A prison in the Scottish part of town
The building you see here is home to Morrin Centre. It was built between 1808 and 1813 on the former site of the Royal Redoubt, a military facility from the French Regime. The obsolete prison that it housed was demolished to make way for one that was better adapted to new prison standards.
The new prison was built practically next door to St. Andrew’s Presbyterian Church in the Scottish part of town, St. Andrew being the patron saint of the Scots. The building was the brainchild of François Baillairgé, who put his knowledge of British architecture to work to design it in the Neoclassical style. Despite its austere appearance, it was a welcome haven for prisoners who, for the first time ever in Québec, were treated based on an approach geared towards rehabilitation rather than corporal punishment. The use of small cells made it possible to group the prisoners according to the severity of their crime. The emphasis was on a sanitary environment, safety, and work.
The prison was operational until 1867, by which time it had become so overcrowded as to be unusable. The prisoners were transferred to a new facility—now a wing of the present-day Musée national des beaux-arts du Québec—on the Plains of Abraham.
From crime to knowledge
The Scots reconverted the building to accommodate Morrin College, Québec’s first English-language institution of higher learning. Needless to say, the building had to be remodeled. The only change to the outside was removal of the iron balcony where convicted felons were hanged publicly. The interior was a different matter. By the time the extensive renovations were completed, two cell blocks—which are part of today’s interpretation centre—were all that was left of the former prison.
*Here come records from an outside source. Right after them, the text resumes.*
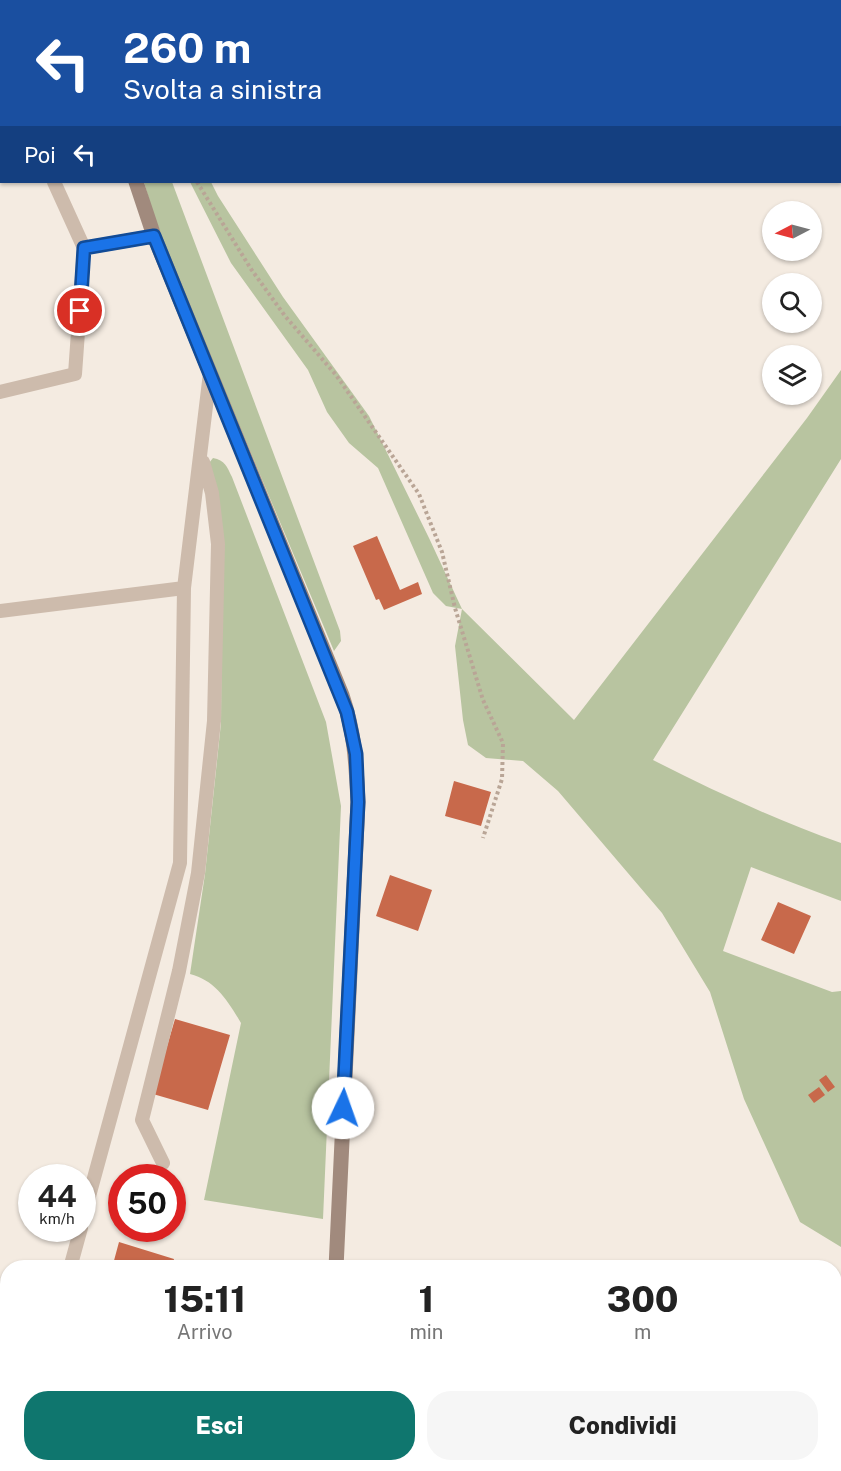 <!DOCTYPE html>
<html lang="it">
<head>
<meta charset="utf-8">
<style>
  body { margin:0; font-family:"Public Sans",sans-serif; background:#f6f6f6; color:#222; height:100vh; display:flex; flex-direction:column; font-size:22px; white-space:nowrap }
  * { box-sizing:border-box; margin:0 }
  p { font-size:20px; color:#767676 }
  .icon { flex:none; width:33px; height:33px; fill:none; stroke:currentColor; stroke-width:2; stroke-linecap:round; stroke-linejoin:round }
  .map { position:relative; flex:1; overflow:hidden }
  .sheet { position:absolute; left:0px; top:1260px; width:842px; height:212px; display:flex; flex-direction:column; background:#fff; border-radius:24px 24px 0 0; box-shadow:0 2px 4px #0004 }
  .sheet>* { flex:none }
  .top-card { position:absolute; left:0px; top:0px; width:842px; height:183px; box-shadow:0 2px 4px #0004; background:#1a4fa0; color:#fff; overflow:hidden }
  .needle { width:39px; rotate:264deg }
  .tools { position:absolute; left:762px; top:201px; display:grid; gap:12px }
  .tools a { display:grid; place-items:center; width:60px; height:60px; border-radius:50%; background:#fff; box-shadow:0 2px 4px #0004; font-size:30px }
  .speed { position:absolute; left:18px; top:1164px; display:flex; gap:12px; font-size:30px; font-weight:700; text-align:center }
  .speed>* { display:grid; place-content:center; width:78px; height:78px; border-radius:50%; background:#fff; box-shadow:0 2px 4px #0004; line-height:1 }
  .speed small { font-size:15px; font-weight:400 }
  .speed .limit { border:9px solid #d22; background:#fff; color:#111 }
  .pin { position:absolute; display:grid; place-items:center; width:51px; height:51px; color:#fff; margin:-26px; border:3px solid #fff; border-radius:50%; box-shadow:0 2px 6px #0007 }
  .me { position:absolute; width:66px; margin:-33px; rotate:3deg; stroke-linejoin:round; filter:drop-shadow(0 0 4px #0008) }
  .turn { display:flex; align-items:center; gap:21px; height:126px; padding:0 24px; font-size:27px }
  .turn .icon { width:78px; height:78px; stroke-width:2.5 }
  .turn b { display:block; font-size:42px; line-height:51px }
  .then { display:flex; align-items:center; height:57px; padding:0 24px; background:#0003; gap:12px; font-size:22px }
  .eta { display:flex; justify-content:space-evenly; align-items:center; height:102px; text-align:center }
  .eta b { font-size:36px; font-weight:800; line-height:42px }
  .button { display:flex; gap:12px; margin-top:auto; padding:12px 24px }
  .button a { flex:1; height:69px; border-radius:24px; background:#0f766e; color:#fff; font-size:24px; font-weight:800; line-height:69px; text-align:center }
  .button a+a { background:#f6f6f6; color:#222 }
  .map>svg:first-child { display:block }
  .green { fill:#b8c4a0 }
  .building { fill:#c8694b }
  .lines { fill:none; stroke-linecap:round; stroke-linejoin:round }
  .path { stroke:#b9a596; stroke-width:4; stroke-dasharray:3 3; stroke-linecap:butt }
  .lane { stroke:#cdbbac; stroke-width:14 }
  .secondary { stroke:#a18a7d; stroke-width:15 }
  .route-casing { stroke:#114b97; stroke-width:15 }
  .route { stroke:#1a73e8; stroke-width:10 }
</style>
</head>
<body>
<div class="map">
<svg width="841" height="1471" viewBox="0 0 841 1471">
  <rect width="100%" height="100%" fill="#f4ebe1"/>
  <path class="green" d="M 144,182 L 172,182 L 340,631 L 341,641 L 334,651 L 183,291 L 153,213 Z
    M 190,182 L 211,182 L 218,196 L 283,297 L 369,416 L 429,538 L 462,609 L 574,720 L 807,418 L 841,370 L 841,459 L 653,760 C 714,791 776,820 841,843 L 841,901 L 751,867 L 723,951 L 832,992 L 841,991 L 841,1247 L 800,1222 L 744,1099 L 710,992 L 662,913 L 558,791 L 523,761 L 486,758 L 468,745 L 463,720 L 455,646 L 462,609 L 446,606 L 433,593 L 378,468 L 349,443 L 327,412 L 308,370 L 231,263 Z
    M 213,458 C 225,460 227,467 232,477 L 326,722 L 341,806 L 323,1219 L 204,1200 L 241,1023 C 228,1001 215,980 190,974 L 205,874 L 221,723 L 222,552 L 209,463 Z
    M 213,1464 L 255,1464 L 251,1471 L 209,1471 Z"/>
  <path class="building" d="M 377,536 L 400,590 L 418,582 L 422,594 L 384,610 L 379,599 L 376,600 L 353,546 Z
    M 454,781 L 491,792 L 481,826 L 445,816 Z
    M 390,875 L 432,890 L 418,931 L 376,916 Z
    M 778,902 L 811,916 L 794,954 L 761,940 Z
    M 175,1019 L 230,1035 L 208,1110 L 153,1094 Z
    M 826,1075 L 835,1087 L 828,1092 L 819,1080 Z
    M 819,1087 L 825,1095 L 814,1103 L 808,1095 Z
    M 119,1242 L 174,1259 L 172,1268 L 112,1268 Z
    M 841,1346 L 841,1388 L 834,1389 L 834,1348 Z
    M 48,1464 L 71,1464 L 82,1471 L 45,1471 Z"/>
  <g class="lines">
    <path class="path" d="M 197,182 L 251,269 L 285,316 L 336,375 L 419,494 L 442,552 L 455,608 L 483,700 L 503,743 L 502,779 L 483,838
      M 0,1355 L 8,1355"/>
    <path class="lane" d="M 0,125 L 2,126
      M 84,248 L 154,236
      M 0,392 L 75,374 L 84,248 L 54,182
      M 0,611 L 184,588
      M 163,1163 L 142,1120 L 179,971 L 198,873 L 214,721 L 218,544 L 212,493 L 203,462
      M 82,1222 L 180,863 L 184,588 L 210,373
      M 70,1268 L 81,1228
      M 0,1414 L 8,1410
      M 16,1471 L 18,1464"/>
    <path class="secondary" d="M 121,2 L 121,0
      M 136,182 L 154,236 L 342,695 C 355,734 356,762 358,802 L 336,1268
      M 258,1471 L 263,1464"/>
  </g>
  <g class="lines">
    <g class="route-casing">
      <path id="route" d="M 80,311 L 84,248 L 154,236 L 347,712 L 356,754 L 358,802 L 343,1108"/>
    </g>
    <use href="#route" class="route"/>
  </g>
</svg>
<div class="tools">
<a><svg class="needle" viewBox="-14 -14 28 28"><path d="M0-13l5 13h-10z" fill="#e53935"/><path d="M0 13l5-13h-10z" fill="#767676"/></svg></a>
<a><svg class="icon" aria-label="search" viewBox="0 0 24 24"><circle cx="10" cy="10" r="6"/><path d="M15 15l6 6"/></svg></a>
<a><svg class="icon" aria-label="layers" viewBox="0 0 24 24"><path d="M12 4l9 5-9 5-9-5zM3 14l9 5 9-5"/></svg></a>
</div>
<div class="speed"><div>44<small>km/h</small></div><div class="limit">50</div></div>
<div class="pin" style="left:80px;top:311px;background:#d93025"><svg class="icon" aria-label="arrive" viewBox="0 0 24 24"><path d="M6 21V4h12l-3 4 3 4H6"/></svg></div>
<svg class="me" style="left:343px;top:1108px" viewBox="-20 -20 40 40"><circle r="19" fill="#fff"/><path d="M0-13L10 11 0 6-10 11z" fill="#1a73e8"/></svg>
<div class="top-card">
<div class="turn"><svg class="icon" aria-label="left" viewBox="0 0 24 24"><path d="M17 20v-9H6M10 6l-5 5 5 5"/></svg><div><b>260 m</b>Svolta a sinistra</div></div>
<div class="then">Poi<svg class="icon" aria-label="left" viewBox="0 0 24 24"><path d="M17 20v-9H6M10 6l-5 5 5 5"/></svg></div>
</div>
<section class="sheet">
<div class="eta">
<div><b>15:11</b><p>Arrivo</p></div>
<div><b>1</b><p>min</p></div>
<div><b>300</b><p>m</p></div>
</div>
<div class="button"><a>Esci</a><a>Condividi</a></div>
</section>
</div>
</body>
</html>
Morrin College, named after Dr. Joseph Morrin, a former mayor of Québec and the institution’s patron, opened in 1868. It catered mostly to English Protestants. When it awarded a degree to a woman in 1889, it became known for its avant-garde philosophy.
In 1868 Morrin College became home to the Literary and Historical Society of Quebec, Canada’s first learned society, founded in 1824, a bilingual organization that promoted research in all fields of endeavour. Over the years it amassed an impressive library containing over 30,000 books and a collection of historical artefacts that includes an 18th-century wooden statue of General James Wolfe, the victor of the Battle of the Plains of Abraham.
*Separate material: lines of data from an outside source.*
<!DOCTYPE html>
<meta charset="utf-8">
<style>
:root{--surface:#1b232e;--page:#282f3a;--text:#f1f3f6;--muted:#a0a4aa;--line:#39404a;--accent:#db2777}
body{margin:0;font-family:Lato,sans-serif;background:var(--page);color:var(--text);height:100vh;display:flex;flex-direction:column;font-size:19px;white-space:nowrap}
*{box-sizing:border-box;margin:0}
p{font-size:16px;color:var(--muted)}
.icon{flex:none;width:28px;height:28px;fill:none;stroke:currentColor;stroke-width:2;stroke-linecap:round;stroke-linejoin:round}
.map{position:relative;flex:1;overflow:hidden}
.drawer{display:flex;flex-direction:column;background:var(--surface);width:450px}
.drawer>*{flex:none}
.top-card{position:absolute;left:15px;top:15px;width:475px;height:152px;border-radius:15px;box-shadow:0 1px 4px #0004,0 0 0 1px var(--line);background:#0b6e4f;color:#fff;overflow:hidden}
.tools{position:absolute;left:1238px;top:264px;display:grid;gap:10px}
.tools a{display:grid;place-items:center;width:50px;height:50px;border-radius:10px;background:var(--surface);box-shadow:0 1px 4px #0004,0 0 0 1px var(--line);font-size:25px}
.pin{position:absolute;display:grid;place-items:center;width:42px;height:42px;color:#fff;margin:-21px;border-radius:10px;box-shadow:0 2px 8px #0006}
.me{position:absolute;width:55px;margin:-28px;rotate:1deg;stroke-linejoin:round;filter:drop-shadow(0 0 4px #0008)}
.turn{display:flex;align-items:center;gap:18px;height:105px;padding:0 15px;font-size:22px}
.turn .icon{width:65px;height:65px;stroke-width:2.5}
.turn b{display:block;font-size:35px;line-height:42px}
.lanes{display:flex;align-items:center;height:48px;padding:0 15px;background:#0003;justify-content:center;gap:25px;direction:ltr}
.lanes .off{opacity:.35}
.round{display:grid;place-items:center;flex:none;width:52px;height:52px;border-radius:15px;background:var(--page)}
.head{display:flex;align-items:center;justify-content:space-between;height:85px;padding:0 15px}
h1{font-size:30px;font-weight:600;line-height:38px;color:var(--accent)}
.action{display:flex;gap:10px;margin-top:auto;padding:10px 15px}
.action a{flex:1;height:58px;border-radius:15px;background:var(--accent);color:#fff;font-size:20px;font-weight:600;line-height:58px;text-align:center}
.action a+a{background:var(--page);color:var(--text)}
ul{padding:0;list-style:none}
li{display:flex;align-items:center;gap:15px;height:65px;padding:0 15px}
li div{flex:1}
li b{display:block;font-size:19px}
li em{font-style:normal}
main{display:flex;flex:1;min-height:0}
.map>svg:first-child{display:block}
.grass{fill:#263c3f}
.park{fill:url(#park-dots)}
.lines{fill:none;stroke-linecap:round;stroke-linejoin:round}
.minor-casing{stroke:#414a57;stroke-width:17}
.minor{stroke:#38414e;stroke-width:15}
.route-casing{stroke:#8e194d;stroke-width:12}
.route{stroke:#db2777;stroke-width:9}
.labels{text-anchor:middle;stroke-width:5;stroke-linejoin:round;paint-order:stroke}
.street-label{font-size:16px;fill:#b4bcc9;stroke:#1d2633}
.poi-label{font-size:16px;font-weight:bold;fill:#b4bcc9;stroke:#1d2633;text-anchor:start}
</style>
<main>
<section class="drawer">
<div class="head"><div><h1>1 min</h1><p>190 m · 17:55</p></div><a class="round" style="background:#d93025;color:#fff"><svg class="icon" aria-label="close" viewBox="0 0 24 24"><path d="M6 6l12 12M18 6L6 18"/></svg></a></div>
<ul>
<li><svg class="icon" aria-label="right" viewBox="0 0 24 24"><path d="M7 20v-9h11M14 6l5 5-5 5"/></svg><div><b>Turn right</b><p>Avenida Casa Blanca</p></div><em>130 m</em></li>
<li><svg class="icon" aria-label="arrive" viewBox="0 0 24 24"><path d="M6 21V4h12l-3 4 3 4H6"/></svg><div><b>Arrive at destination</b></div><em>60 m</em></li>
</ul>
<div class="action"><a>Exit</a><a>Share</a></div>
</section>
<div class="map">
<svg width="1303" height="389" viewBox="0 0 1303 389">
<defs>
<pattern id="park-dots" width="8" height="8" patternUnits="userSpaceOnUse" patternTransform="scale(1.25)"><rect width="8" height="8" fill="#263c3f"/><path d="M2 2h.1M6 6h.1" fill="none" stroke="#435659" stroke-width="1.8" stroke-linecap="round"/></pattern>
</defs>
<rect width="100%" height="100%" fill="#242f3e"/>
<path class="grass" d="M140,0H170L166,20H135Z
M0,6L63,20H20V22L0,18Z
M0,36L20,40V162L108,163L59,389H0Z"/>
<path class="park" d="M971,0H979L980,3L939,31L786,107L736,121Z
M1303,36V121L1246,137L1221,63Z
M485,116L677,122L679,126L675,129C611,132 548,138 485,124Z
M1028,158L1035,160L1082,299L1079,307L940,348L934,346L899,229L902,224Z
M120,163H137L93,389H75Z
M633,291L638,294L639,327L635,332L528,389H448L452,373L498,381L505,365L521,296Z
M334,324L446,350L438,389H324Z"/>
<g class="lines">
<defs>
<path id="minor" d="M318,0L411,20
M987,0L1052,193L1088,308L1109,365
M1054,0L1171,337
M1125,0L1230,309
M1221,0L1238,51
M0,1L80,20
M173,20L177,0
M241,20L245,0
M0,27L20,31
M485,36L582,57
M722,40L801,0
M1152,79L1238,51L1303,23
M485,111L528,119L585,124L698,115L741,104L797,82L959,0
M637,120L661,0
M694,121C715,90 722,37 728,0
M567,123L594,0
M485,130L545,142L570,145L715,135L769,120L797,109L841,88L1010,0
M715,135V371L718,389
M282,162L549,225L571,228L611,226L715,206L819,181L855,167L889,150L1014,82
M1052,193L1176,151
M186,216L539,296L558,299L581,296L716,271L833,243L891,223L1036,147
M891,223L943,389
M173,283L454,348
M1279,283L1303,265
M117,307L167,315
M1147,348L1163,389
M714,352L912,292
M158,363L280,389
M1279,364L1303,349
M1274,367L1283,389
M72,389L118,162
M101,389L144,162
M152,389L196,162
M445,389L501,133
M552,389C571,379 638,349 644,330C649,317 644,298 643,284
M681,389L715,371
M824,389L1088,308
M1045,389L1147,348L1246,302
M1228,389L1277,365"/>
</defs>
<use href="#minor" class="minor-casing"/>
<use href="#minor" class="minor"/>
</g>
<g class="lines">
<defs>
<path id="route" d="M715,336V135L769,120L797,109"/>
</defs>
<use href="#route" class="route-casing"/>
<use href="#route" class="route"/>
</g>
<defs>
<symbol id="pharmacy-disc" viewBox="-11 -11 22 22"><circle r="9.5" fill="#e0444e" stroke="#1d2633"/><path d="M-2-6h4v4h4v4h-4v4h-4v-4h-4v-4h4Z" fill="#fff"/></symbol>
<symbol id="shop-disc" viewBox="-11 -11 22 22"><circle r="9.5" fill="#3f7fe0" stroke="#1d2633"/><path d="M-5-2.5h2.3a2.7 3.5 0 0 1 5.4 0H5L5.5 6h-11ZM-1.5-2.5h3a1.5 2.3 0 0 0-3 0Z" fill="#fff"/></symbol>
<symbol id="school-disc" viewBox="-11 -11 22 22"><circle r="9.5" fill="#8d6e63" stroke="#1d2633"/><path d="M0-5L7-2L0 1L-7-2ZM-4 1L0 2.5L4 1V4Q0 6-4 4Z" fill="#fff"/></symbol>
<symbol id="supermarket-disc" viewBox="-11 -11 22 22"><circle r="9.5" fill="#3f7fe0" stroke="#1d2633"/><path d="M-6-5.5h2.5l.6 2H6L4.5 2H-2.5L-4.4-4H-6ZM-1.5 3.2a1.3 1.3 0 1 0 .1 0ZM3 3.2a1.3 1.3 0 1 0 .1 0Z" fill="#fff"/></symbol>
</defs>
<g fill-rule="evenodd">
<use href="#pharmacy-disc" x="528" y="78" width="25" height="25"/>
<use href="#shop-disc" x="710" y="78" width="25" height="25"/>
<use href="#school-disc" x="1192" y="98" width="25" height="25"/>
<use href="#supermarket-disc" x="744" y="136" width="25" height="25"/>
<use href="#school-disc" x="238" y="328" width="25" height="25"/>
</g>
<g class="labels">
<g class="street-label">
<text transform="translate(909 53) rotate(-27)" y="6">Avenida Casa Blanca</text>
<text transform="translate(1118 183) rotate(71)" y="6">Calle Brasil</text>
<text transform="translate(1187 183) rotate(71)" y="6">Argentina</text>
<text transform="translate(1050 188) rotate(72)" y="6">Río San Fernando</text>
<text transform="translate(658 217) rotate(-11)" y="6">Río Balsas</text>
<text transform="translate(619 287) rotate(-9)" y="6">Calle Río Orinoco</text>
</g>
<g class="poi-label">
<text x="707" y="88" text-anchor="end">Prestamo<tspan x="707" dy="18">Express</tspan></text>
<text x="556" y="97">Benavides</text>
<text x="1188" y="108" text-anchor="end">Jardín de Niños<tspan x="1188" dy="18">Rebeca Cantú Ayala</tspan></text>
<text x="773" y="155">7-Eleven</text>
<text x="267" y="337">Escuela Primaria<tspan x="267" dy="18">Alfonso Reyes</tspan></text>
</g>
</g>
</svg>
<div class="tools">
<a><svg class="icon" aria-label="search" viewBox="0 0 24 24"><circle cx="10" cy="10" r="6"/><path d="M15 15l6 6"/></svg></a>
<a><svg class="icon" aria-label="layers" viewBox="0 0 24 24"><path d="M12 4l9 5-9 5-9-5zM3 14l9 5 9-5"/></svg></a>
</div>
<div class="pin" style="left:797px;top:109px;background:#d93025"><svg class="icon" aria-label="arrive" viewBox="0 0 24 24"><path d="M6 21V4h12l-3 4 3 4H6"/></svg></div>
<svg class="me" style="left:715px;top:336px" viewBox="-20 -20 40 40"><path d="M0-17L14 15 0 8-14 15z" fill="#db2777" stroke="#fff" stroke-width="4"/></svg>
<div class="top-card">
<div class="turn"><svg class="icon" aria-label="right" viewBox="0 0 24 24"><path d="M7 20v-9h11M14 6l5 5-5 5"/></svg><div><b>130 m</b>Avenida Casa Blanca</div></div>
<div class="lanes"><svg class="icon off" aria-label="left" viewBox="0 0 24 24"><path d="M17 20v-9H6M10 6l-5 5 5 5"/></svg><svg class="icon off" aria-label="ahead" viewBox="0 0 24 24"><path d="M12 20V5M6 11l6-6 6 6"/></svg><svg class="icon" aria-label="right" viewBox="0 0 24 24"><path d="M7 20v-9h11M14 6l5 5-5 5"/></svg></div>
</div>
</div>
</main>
Morrin College closed in 1902.
A cultural centre for the English community
In the 20th century, the Literary and Historical Society of Quebec devoted more and more of its efforts to its lending library. Today its collection of books in English is a rich complement to the holdings of French institutions that form the Ville de Québec library network.
In 2006 the learned society expanded its mission by founding Morrin Centre, an important vehicle of Québec anglophone culture and history and of cultural exchange with the city’s French-speaking community.
Recent restoration work showcases all the purposes the building has served over the years—prison cells; the library, which has kept its 19th-century charm with its woodwork, curving staircase, and mezzanine; the board room; and a few remaining classrooms from the now-defunct Morrin College. Lectures, workshops, exhibitions, and guided tours complete the slate of regular activities at Morrin Centre.
This is one of Québec City’s truly exceptional sites. Like a page out of history, the library of the Literary and Historical Society of Quebec bears witness to a time when the city’s intellectual elite gathered here to learn about the latest advances in the arts and sciences.
The Morrin Centre houses two cell blocks from the old Québec City prison. Its narrow confines tell us much about the lives of the prisoners and guards.
The old Morrin College chemical laboratory is a beautiful place where Québec City’s amateur scientists once learned and shared together.